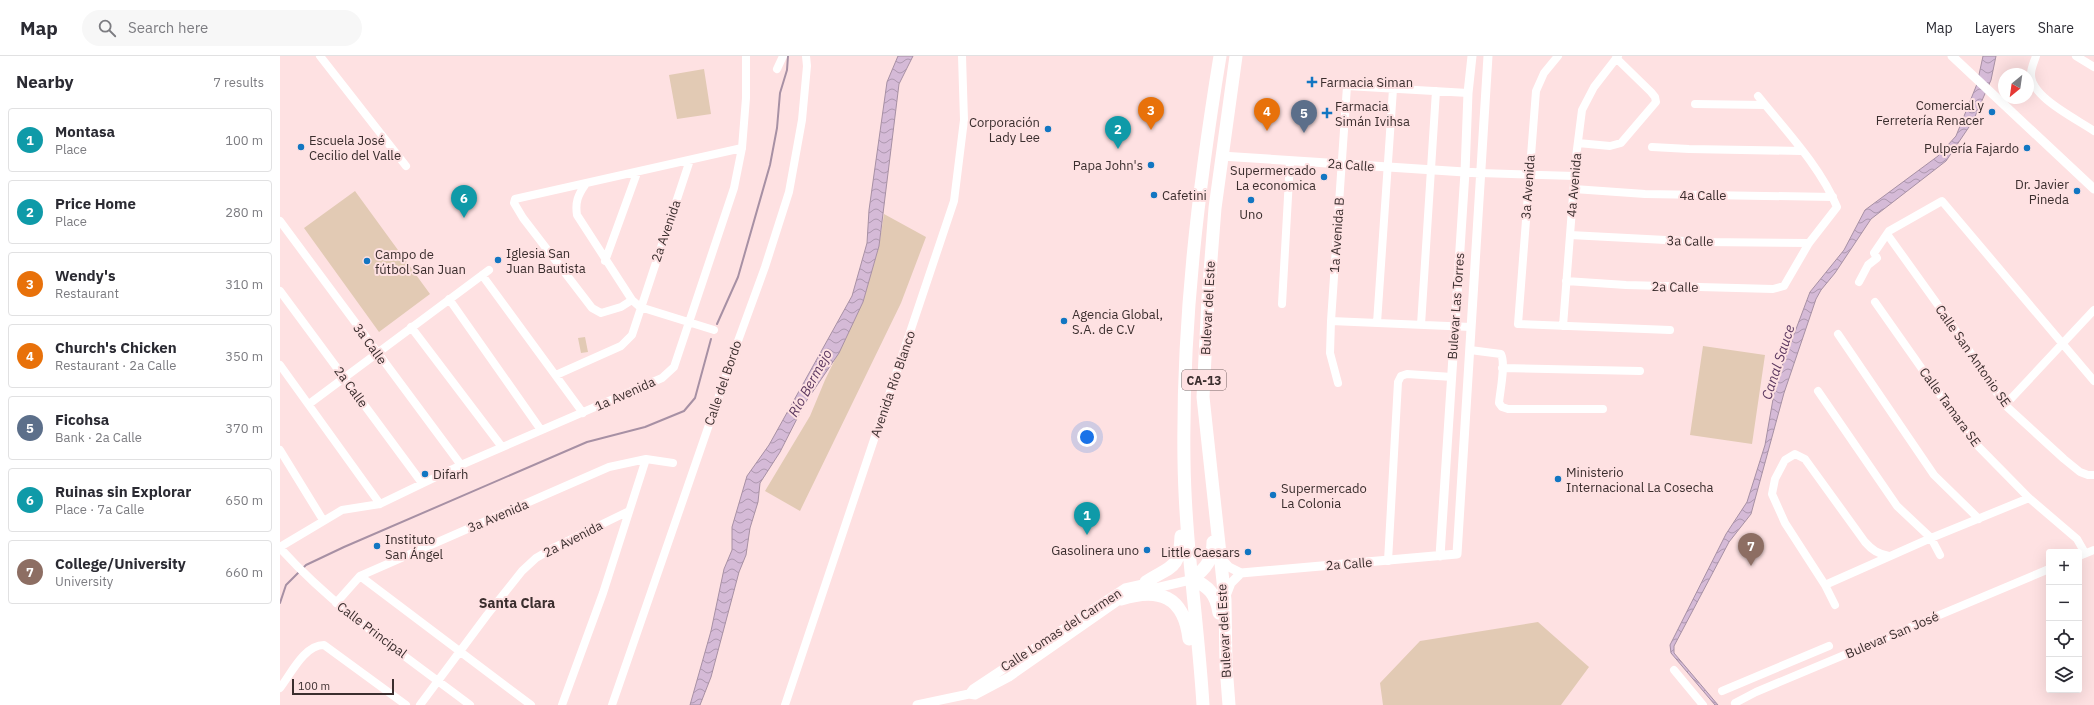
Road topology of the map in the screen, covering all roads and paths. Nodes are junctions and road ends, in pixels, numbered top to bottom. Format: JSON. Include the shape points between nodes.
{"nodes":[{"id":1,"x":320,"y":56,"type":"edge"},
{"id":2,"x":746,"y":56,"type":"edge"},
{"id":3,"x":783,"y":56,"type":"edge"},
{"id":4,"x":806,"y":56,"type":"edge"},
{"id":5,"x":962,"y":56,"type":"edge"},
{"id":6,"x":1220,"y":56,"type":"edge"},
{"id":7,"x":1236,"y":56,"type":"edge"},
{"id":8,"x":1472,"y":56,"type":"edge"},
{"id":9,"x":1488,"y":56,"type":"edge"},
{"id":10,"x":1558,"y":56,"type":"edge"},
{"id":11,"x":1952,"y":56,"type":"edge"},
{"id":12,"x":2036,"y":56,"type":"edge"},
{"id":13,"x":2076,"y":56,"type":"edge"},
{"id":14,"x":1617,"y":57,"type":"edge"},
{"id":15,"x":2094,"y":67,"type":"edge"},
{"id":16,"x":777,"y":69,"type":"dead end"},
{"id":17,"x":1393,"y":89,"type":"junction"},
{"id":18,"x":1436,"y":91,"type":"junction"},
{"id":19,"x":1468,"y":93,"type":"junction"},
{"id":20,"x":1758,"y":96,"type":"dead end"},
{"id":21,"x":1695,"y":104,"type":"dead end"},
{"id":22,"x":1765,"y":104,"type":"junction"},
{"id":23,"x":2094,"y":131,"type":"edge"},
{"id":24,"x":1578,"y":143,"type":"junction"},
{"id":25,"x":1652,"y":146,"type":"dead end"},
{"id":26,"x":742,"y":148,"type":"junction"},
{"id":27,"x":1801,"y":151,"type":"junction"},
{"id":28,"x":1221,"y":156,"type":"junction"},
{"id":29,"x":690,"y":160,"type":"junction"},
{"id":30,"x":1290,"y":161,"type":"junction"},
{"id":31,"x":1342,"y":164,"type":"junction"},
{"id":32,"x":406,"y":166,"type":"dead end"},
{"id":33,"x":1388,"y":167,"type":"junction"},
{"id":34,"x":1430,"y":170,"type":"junction"},
{"id":35,"x":1465,"y":172,"type":"junction"},
{"id":36,"x":637,"y":173,"type":"junction"},
{"id":37,"x":1480,"y":173,"type":"junction"},
{"id":38,"x":1528,"y":174,"type":"junction"},
{"id":39,"x":1575,"y":176,"type":"junction"},
{"id":40,"x":585,"y":185,"type":"junction"},
{"id":41,"x":2094,"y":189,"type":"edge"},
{"id":42,"x":1574,"y":190,"type":"junction"},
{"id":43,"x":1833,"y":197,"type":"junction"},
{"id":44,"x":280,"y":221,"type":"edge"},
{"id":45,"x":1887,"y":234,"type":"junction"},
{"id":46,"x":1570,"y":235,"type":"junction"},
{"id":47,"x":1809,"y":243,"type":"junction"},
{"id":48,"x":1193,"y":245,"type":"junction"},
{"id":49,"x":606,"y":262,"type":"junction"},
{"id":50,"x":1566,"y":281,"type":"junction"},
{"id":51,"x":1859,"y":282,"type":"dead end"},
{"id":52,"x":280,"y":291,"type":"edge"},
{"id":53,"x":449,"y":299,"type":"junction"},
{"id":54,"x":632,"y":300,"type":"junction"},
{"id":55,"x":1875,"y":302,"type":"dead end"},
{"id":56,"x":1282,"y":304,"type":"dead end"},
{"id":57,"x":640,"y":307,"type":"junction"},
{"id":58,"x":2094,"y":310,"type":"edge"},
{"id":59,"x":1330,"y":321,"type":"junction"},
{"id":60,"x":688,"y":322,"type":"junction"},
{"id":61,"x":1377,"y":323,"type":"junction"},
{"id":62,"x":1421,"y":325,"type":"junction"},
{"id":63,"x":1563,"y":326,"type":"junction"},
{"id":64,"x":411,"y":327,"type":"junction"},
{"id":65,"x":1455,"y":327,"type":"junction"},
{"id":66,"x":1471,"y":327,"type":"junction"},
{"id":67,"x":714,"y":330,"type":"dead end"},
{"id":68,"x":1670,"y":330,"type":"dead end"},
{"id":69,"x":1838,"y":334,"type":"dead end"},
{"id":70,"x":2062,"y":344,"type":"junction"},
{"id":71,"x":1470,"y":350,"type":"junction"},
{"id":72,"x":376,"y":353,"type":"junction"},
{"id":73,"x":280,"y":365,"type":"edge"},
{"id":74,"x":1502,"y":368,"type":"junction"},
{"id":75,"x":1640,"y":371,"type":"dead end"},
{"id":76,"x":556,"y":375,"type":"junction"},
{"id":77,"x":1452,"y":376,"type":"junction"},
{"id":78,"x":344,"y":377,"type":"junction"},
{"id":79,"x":2094,"y":381,"type":"edge"},
{"id":80,"x":1338,"y":383,"type":"dead end"},
{"id":81,"x":1818,"y":391,"type":"dead end"},
{"id":82,"x":309,"y":404,"type":"junction"},
{"id":83,"x":2005,"y":405,"type":"junction"},
{"id":84,"x":1602,"y":409,"type":"dead end"},
{"id":85,"x":583,"y":413,"type":"junction"},
{"id":86,"x":1205,"y":418,"type":"junction"},
{"id":87,"x":541,"y":430,"type":"junction"},
{"id":88,"x":502,"y":447,"type":"junction"},
{"id":89,"x":280,"y":450,"type":"edge"},
{"id":90,"x":646,"y":459,"type":"junction"},
{"id":91,"x":673,"y":463,"type":"dead end"},
{"id":92,"x":461,"y":465,"type":"junction"},
{"id":93,"x":2094,"y":474,"type":"edge"},
{"id":94,"x":422,"y":483,"type":"junction"},
{"id":95,"x":2029,"y":498,"type":"junction"},
{"id":96,"x":380,"y":504,"type":"junction"},
{"id":97,"x":628,"y":512,"type":"junction"},
{"id":98,"x":1979,"y":519,"type":"junction"},
{"id":99,"x":323,"y":520,"type":"junction"},
{"id":100,"x":1931,"y":538,"type":"junction"},
{"id":101,"x":280,"y":548,"type":"edge"},
{"id":102,"x":2080,"y":549,"type":"edge"},
{"id":103,"x":2094,"y":550,"type":"edge"},
{"id":104,"x":1218,"y":554,"type":"junction"},
{"id":105,"x":1457,"y":554,"type":"joint"},
{"id":106,"x":1940,"y":555,"type":"dead end"},
{"id":107,"x":2082,"y":555,"type":"edge"},
{"id":108,"x":1440,"y":556,"type":"junction"},
{"id":109,"x":1889,"y":556,"type":"junction"},
{"id":110,"x":1389,"y":557,"type":"junction"},
{"id":111,"x":2046,"y":570,"type":"edge"},
{"id":112,"x":1241,"y":573,"type":"junction"},
{"id":113,"x":360,"y":576,"type":"junction"},
{"id":114,"x":1192,"y":578,"type":"junction"},
{"id":115,"x":1146,"y":582,"type":"junction"},
{"id":116,"x":1824,"y":585,"type":"junction"},
{"id":117,"x":1213,"y":592,"type":"junction"},
{"id":118,"x":1121,"y":599,"type":"junction"},
{"id":119,"x":1225,"y":600,"type":"junction"},
{"id":120,"x":336,"y":603,"type":"junction"},
{"id":121,"x":1835,"y":605,"type":"dead end"},
{"id":122,"x":1182,"y":611,"type":"junction"},
{"id":123,"x":1829,"y":646,"type":"dead end"},
{"id":124,"x":460,"y":652,"type":"junction"},
{"id":125,"x":1797,"y":659,"type":"junction"},
{"id":126,"x":1226,"y":666,"type":"junction"},
{"id":127,"x":1674,"y":670,"type":"dead end"},
{"id":128,"x":1802,"y":673,"type":"junction"},
{"id":129,"x":1748,"y":679,"type":"junction"},
{"id":130,"x":438,"y":681,"type":"junction"},
{"id":131,"x":280,"y":688,"type":"edge"},
{"id":132,"x":1722,"y":691,"type":"dead end"},
{"id":133,"x":1756,"y":692,"type":"junction"},
{"id":134,"x":969,"y":694,"type":"junction"},
{"id":135,"x":1736,"y":704,"type":"edge"},
{"id":136,"x":406,"y":705,"type":"edge"},
{"id":137,"x":420,"y":705,"type":"edge"},
{"id":138,"x":470,"y":705,"type":"edge"},
{"id":139,"x":531,"y":705,"type":"edge"},
{"id":140,"x":562,"y":705,"type":"edge"},
{"id":141,"x":612,"y":705,"type":"edge"},
{"id":142,"x":785,"y":705,"type":"edge"},
{"id":143,"x":917,"y":705,"type":"edge"},
{"id":144,"x":1194,"y":705,"type":"edge"},
{"id":145,"x":1203,"y":705,"type":"edge"},
{"id":146,"x":1229,"y":705,"type":"edge"},
{"id":147,"x":1703,"y":705,"type":"edge"}],
"edges":[{"from":1,"to":32,"type":"street"},
{"from":2,"to":26,"type":"street","name":"1a Avenida"},
{"from":3,"to":16,"type":"street"},
{"from":4,"to":141,"type":"street","name":"Calle del Bordo","via":[[808,66],[802,120],[789,192]]},
{"from":5,"to":142,"type":"street","name":"Avenida Río Blanco","via":[[964,120],[954,201]]},
{"from":6,"to":48,"type":"highway","name":"Bulevar del Este","number":"CA-13"},
{"from":7,"to":28,"type":"highway","name":"Bulevar del Este","number":"CA-13"},
{"from":8,"to":19,"type":"street","name":"Bulevar Las Torres"},
{"from":9,"to":37,"type":"street","name":"Bulevar Las Torres"},
{"from":10,"to":38,"type":"street","name":"3a Avenida","via":[[1544,72],[1536,91]]},
{"from":11,"to":41,"type":"street"},
{"from":12,"to":23,"type":"street","via":[[2031,75],[2040,96]]},
{"from":13,"to":15,"type":"street"},
{"from":14,"to":24,"type":"street","name":"4a Avenida","via":[[1586,99]]},
{"from":14,"to":24,"type":"street","via":[[1651,92],[1656,102],[1621,143],[1610,146]]},
{"from":17,"to":18,"type":"street"},
{"from":17,"to":31,"type":"street","name":"1a Avenida B","via":[[1347,86]]},
{"from":17,"to":33,"type":"street"},
{"from":18,"to":19,"type":"street"},
{"from":18,"to":34,"type":"street"},
{"from":19,"to":35,"type":"street","name":"Bulevar Las Torres"},
{"from":20,"to":22,"type":"street"},
{"from":21,"to":22,"type":"street"},
{"from":22,"to":27,"type":"street"},
{"from":24,"to":39,"type":"street","name":"4a Avenida"},
{"from":25,"to":27,"type":"street"},
{"from":26,"to":29,"type":"street"},
{"from":26,"to":60,"type":"street","name":"1a Avenida","via":[[734,188]]},
{"from":27,"to":43,"type":"street"},
{"from":28,"to":30,"type":"street","name":"2a Calle"},
{"from":28,"to":86,"type":"highway","name":"Bulevar del Este","number":"CA-13","via":[[1208,298],[1203,397]]},
{"from":29,"to":36,"type":"street"},
{"from":29,"to":57,"type":"street","name":"2a Avenida"},
{"from":30,"to":31,"type":"street","name":"2a Calle"},
{"from":30,"to":56,"type":"street"},
{"from":31,"to":33,"type":"street","name":"2a Calle"},
{"from":31,"to":59,"type":"street","name":"1a Avenida B"},
{"from":33,"to":34,"type":"street","name":"2a Calle"},
{"from":33,"to":61,"type":"street"},
{"from":34,"to":35,"type":"street","name":"2a Calle"},
{"from":34,"to":62,"type":"street"},
{"from":35,"to":37,"type":"street","name":"2a Calle"},
{"from":35,"to":65,"type":"street","name":"Bulevar Las Torres"},
{"from":36,"to":40,"type":"street"},
{"from":36,"to":49,"type":"street"},
{"from":37,"to":38,"type":"street"},
{"from":37,"to":66,"type":"street","name":"Bulevar Las Torres"},
{"from":38,"to":39,"type":"street"},
{"from":38,"to":63,"type":"street","name":"3a Avenida","via":[[1518,324]]},
{"from":39,"to":42,"type":"street","name":"4a Avenida"},
{"from":40,"to":49,"type":"street","via":[[578,196],[577,215]]},
{"from":40,"to":54,"type":"street","via":[[518,198],[514,203],[592,308],[606,312]]},
{"from":42,"to":43,"type":"street","name":"4a Calle","via":[[1645,194]]},
{"from":42,"to":46,"type":"street","name":"4a Avenida"},
{"from":43,"to":47,"type":"street","via":[[1837,207]]},
{"from":44,"to":72,"type":"street","name":"3a Calle"},
{"from":45,"to":51,"type":"street","via":[[1874,253],[1877,258],[1868,265]]},
{"from":45,"to":70,"type":"street","via":[[1906,220],[1942,201]]},
{"from":45,"to":83,"type":"street","name":"Calle San Antonio SE"},
{"from":46,"to":47,"type":"street","name":"3a Calle","via":[[1682,241]]},
{"from":46,"to":50,"type":"street","name":"4a Avenida"},
{"from":47,"to":50,"type":"street","name":"2a Calle","via":[[1784,286],[1765,289],[1626,286]]},
{"from":48,"to":115,"type":"highway","via":[[1185,285],[1180,369],[1180,548],[1172,568]]},
{"from":48,"to":145,"type":"highway","name":"Bulevar del Este","number":"CA-13","via":[[1185,356],[1184,460],[1186,526]]},
{"from":49,"to":54,"type":"street"},
{"from":50,"to":63,"type":"street","name":"4a Avenida"},
{"from":52,"to":78,"type":"street","name":"2a Calle"},
{"from":53,"to":64,"type":"street"},
{"from":53,"to":76,"type":"street","via":[[486,272]]},
{"from":53,"to":87,"type":"street"},
{"from":54,"to":57,"type":"street"},
{"from":55,"to":95,"type":"street","name":"Calle Tamara SE","via":[[1972,440]]},
{"from":57,"to":60,"type":"street"},
{"from":57,"to":76,"type":"street","name":"2a Avenida","via":[[632,335],[621,346]]},
{"from":58,"to":70,"type":"street"},
{"from":59,"to":61,"type":"street"},
{"from":59,"to":80,"type":"street","name":"1a Avenida B","via":[[1330,353]]},
{"from":60,"to":67,"type":"street"},
{"from":60,"to":85,"type":"street","name":"1a Avenida","via":[[674,367],[669,373]]},
{"from":61,"to":62,"type":"street"},
{"from":62,"to":65,"type":"street"},
{"from":63,"to":68,"type":"street"},
{"from":64,"to":72,"type":"street"},
{"from":64,"to":88,"type":"street"},
{"from":65,"to":66,"type":"street"},
{"from":65,"to":77,"type":"street","name":"Bulevar Las Torres"},
{"from":66,"to":71,"type":"street","name":"Bulevar Las Torres"},
{"from":69,"to":98,"type":"street","via":[[1934,475]]},
{"from":70,"to":79,"type":"street"},
{"from":70,"to":83,"type":"street"},
{"from":71,"to":74,"type":"street","via":[[1501,354]]},
{"from":71,"to":105,"type":"street","name":"Bulevar Las Torres"},
{"from":72,"to":78,"type":"street"},
{"from":72,"to":92,"type":"street","name":"3a Calle"},
{"from":73,"to":82,"type":"street"},
{"from":74,"to":75,"type":"street"},
{"from":74,"to":84,"type":"street","via":[[1499,403],[1502,407]]},
{"from":76,"to":85,"type":"street"},
{"from":77,"to":108,"type":"street","name":"Bulevar Las Torres"},
{"from":77,"to":110,"type":"street","via":[[1407,374],[1401,376],[1398,382]]},
{"from":78,"to":82,"type":"street"},
{"from":78,"to":94,"type":"street","name":"2a Calle"},
{"from":81,"to":100,"type":"street","via":[[1897,506]]},
{"from":82,"to":96,"type":"street"},
{"from":83,"to":93,"type":"street","name":"Calle San Antonio SE","via":[[2069,464],[2080,472]]},
{"from":85,"to":87,"type":"street","name":"1a Avenida"},
{"from":86,"to":104,"type":"highway","name":"Bulevar del Este","number":"CA-13"},
{"from":86,"to":114,"type":"highway","via":[[1204,453],[1213,548],[1205,568]]},
{"from":87,"to":88,"type":"street","name":"1a Avenida"},
{"from":88,"to":92,"type":"street","name":"1a Avenida"},
{"from":89,"to":99,"type":"street"},
{"from":90,"to":91,"type":"street","name":"3a Avenida"},
{"from":90,"to":97,"type":"street"},
{"from":90,"to":113,"type":"street","name":"3a Avenida","via":[[609,468]]},
{"from":92,"to":94,"type":"street","name":"1a Avenida"},
{"from":94,"to":96,"type":"street","name":"1a Avenida"},
{"from":95,"to":98,"type":"street"},
{"from":95,"to":102,"type":"street","name":"Calle Tamara SE","via":[[2077,539]]},
{"from":96,"to":99,"type":"street","name":"1a Avenida","via":[[342,510]]},
{"from":97,"to":124,"type":"street","name":"2a Avenida","via":[[555,546],[536,558],[514,581]]},
{"from":97,"to":140,"type":"street"},
{"from":98,"to":100,"type":"street"},
{"from":99,"to":101,"type":"street","name":"1a Avenida"},
{"from":100,"to":106,"type":"street"},
{"from":100,"to":109,"type":"street"},
{"from":101,"to":120,"type":"street","name":"Calle Principal","via":[[303,574]]},
{"from":103,"to":107,"type":"street"},
{"from":104,"to":112,"type":"street","via":[[1229,566]]},
{"from":104,"to":119,"type":"highway","name":"Bulevar del Este","number":"CA-13"},
{"from":105,"to":108,"type":"street","name":"2a Calle"},
{"from":108,"to":110,"type":"street","name":"2a Calle"},
{"from":109,"to":116,"type":"street"},
{"from":109,"to":116,"type":"street","via":[[1871,550],[1805,459],[1795,454],[1785,460],[1775,479],[1772,494],[1785,523]]},
{"from":110,"to":112,"type":"street","name":"2a Calle"},
{"from":111,"to":128,"type":"street","name":"Bulevar San José"},
{"from":112,"to":119,"type":"street","via":[[1231,583]]},
{"from":113,"to":120,"type":"street","name":"3a Avenida"},
{"from":113,"to":124,"type":"street"},
{"from":114,"to":115,"type":"street","name":"Calle Lomas del Carmen"},
{"from":114,"to":117,"type":"highway"},
{"from":114,"to":118,"type":"street","name":"Calle Lomas del Carmen","via":[[1128,594]]},
{"from":115,"to":134,"type":"street","name":"Calle Lomas del Carmen","via":[[1125,588],[973,688]]},
{"from":116,"to":121,"type":"street"},
{"from":117,"to":122,"type":"highway","via":[[1204,589],[1192,591],[1183,602]]},
{"from":117,"to":126,"type":"highway","via":[[1220,614]]},
{"from":118,"to":122,"type":"highway","via":[[1136,595],[1155,595],[1176,604]]},
{"from":118,"to":134,"type":"street","name":"Calle Lomas del Carmen","via":[[1009,677],[975,695]]},
{"from":119,"to":126,"type":"highway","name":"Bulevar del Este","number":"CA-13"},
{"from":120,"to":130,"type":"street","name":"Calle Principal"},
{"from":122,"to":144,"type":"highway","via":[[1189,632]]},
{"from":123,"to":125,"type":"street","name":"Bulevar San José"},
{"from":124,"to":130,"type":"street","name":"2a Avenida"},
{"from":124,"to":139,"type":"street"},
{"from":125,"to":128,"type":"street"},
{"from":125,"to":129,"type":"street","name":"Bulevar San José"},
{"from":126,"to":146,"type":"highway","name":"Bulevar del Este","number":"CA-13"},
{"from":127,"to":147,"type":"street"},
{"from":128,"to":133,"type":"street","name":"Bulevar San José"},
{"from":129,"to":132,"type":"street","name":"Bulevar San José"},
{"from":129,"to":133,"type":"street"},
{"from":130,"to":137,"type":"street","name":"2a Avenida"},
{"from":130,"to":138,"type":"street","name":"Calle Principal"},
{"from":131,"to":136,"type":"street","via":[[308,650],[318,645],[328,647]]},
{"from":133,"to":135,"type":"street","name":"Bulevar San José"},
{"from":134,"to":143,"type":"street","name":"Calle Lomas del Carmen"}]}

────────────────

→ Required work: Report how many lines of the entries hold the word "Tamara". Nothing else is needed.

→ Answer space: 2